## TASK DIRECTIONS
Your answer should be one number: how many lines below hold the word "Krakowska".

## EXERCISE INPUTS
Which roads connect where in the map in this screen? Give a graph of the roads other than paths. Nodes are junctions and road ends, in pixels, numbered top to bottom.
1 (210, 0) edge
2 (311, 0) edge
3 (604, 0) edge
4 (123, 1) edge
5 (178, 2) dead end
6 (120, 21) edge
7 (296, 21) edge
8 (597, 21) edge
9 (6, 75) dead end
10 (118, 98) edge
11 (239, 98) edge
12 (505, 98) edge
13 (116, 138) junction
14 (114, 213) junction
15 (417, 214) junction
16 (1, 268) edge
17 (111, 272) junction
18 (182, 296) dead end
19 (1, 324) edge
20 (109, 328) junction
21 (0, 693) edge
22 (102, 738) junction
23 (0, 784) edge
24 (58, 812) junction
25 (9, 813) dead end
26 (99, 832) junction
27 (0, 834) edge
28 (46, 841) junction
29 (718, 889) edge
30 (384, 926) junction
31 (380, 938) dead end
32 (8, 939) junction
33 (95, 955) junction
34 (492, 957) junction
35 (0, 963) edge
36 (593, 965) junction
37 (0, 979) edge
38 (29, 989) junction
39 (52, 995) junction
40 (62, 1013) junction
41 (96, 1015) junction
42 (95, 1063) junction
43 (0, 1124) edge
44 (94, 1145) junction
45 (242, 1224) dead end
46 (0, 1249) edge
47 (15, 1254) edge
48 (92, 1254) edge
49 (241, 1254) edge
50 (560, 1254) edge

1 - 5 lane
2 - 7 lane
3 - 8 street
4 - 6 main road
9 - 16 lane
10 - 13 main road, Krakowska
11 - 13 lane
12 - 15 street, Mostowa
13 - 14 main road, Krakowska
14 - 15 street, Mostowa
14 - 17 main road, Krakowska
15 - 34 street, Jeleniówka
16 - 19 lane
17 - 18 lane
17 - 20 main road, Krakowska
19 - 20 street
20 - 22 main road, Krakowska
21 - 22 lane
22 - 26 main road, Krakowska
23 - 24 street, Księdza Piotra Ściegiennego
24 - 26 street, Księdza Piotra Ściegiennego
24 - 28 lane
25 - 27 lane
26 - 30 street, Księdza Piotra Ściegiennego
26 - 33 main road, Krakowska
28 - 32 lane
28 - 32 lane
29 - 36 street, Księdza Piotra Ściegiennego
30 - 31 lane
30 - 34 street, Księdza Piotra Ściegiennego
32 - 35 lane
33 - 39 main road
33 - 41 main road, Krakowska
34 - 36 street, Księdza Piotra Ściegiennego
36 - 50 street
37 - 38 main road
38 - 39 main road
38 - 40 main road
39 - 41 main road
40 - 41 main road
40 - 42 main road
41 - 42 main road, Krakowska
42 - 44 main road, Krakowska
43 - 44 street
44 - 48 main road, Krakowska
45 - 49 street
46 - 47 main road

## SOLUTION
11